Moreover, we addressed this issue of statutory interpretation in Southwestern Pennsylvania Growth Alliance v. Browner, 121 F.3d 106, 113-115 (3d Cir.1997). We were there concerned with whether the Environmental Protection Agency’s failure to act on a Clean Air petition within the statutory time frame deprived the agency of authority to take action on the petition. Relying heavily on Brock v. Pierce County, we held that a statute stating that an agency “shall” complete action by a certain time does not divest the agency of jurisdiction to act unless there is some additional indication in the statute of a congressional intent to bar further agency action.
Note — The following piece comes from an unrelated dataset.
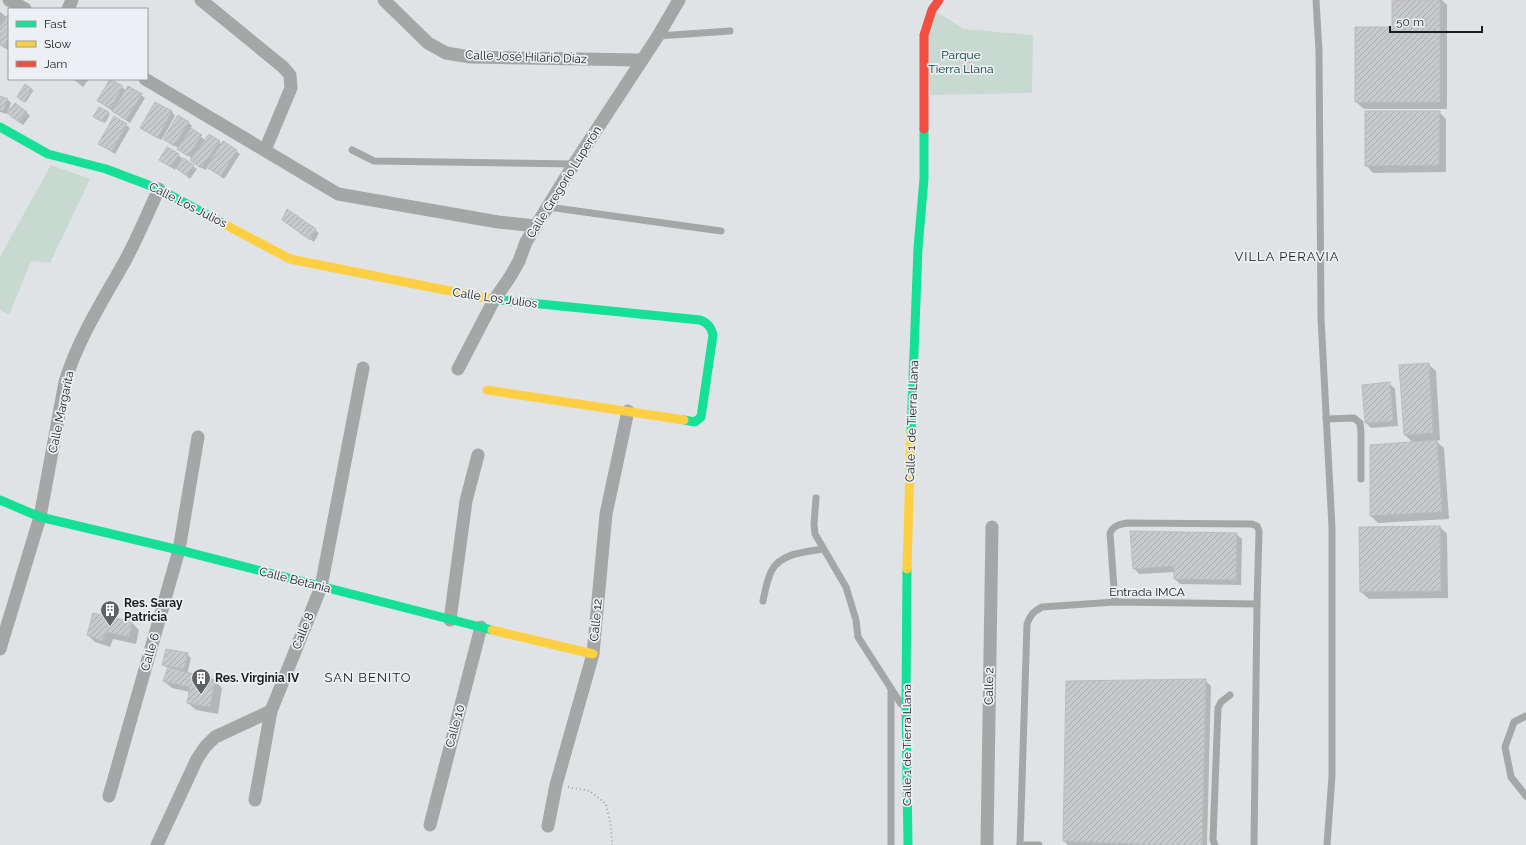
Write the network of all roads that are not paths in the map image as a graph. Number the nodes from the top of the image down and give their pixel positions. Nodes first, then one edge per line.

Our review of the Coal Act discloses no further indication of congressional intent to deprive the Commissioner of the authority to make original assignments after October 1, 1993. Congress’ failure to specify any consequences if the Secretary does not make assignments by the purported drop dead date is quite telling. Moreover, Brock v. Pierce County was decided six years before Congress passed the Coal Act. Accordingly, we must presume that Congress knew that its instruction that the Commissioner “shall” make assignments before October 1, 1993, would not by itself divest the Commissioner of jurisdiction to act after that date. See United States v. Wells, 519 U.S. 482, 485, 117 S.Ct. 921, 137 L.Ed.2d 107 (1997) (“[W]e presume that Congress expects its statutes to be read in conformity with this Court’s precedents[.]”). Congress would have specified consequences for failing to assign by a drop dead date or explicitly stated that the Secretary’s authority to assign terminated after that date if Congress had intended to abruptly end the Secretary’s authority to make original assignments after October 1, 1998.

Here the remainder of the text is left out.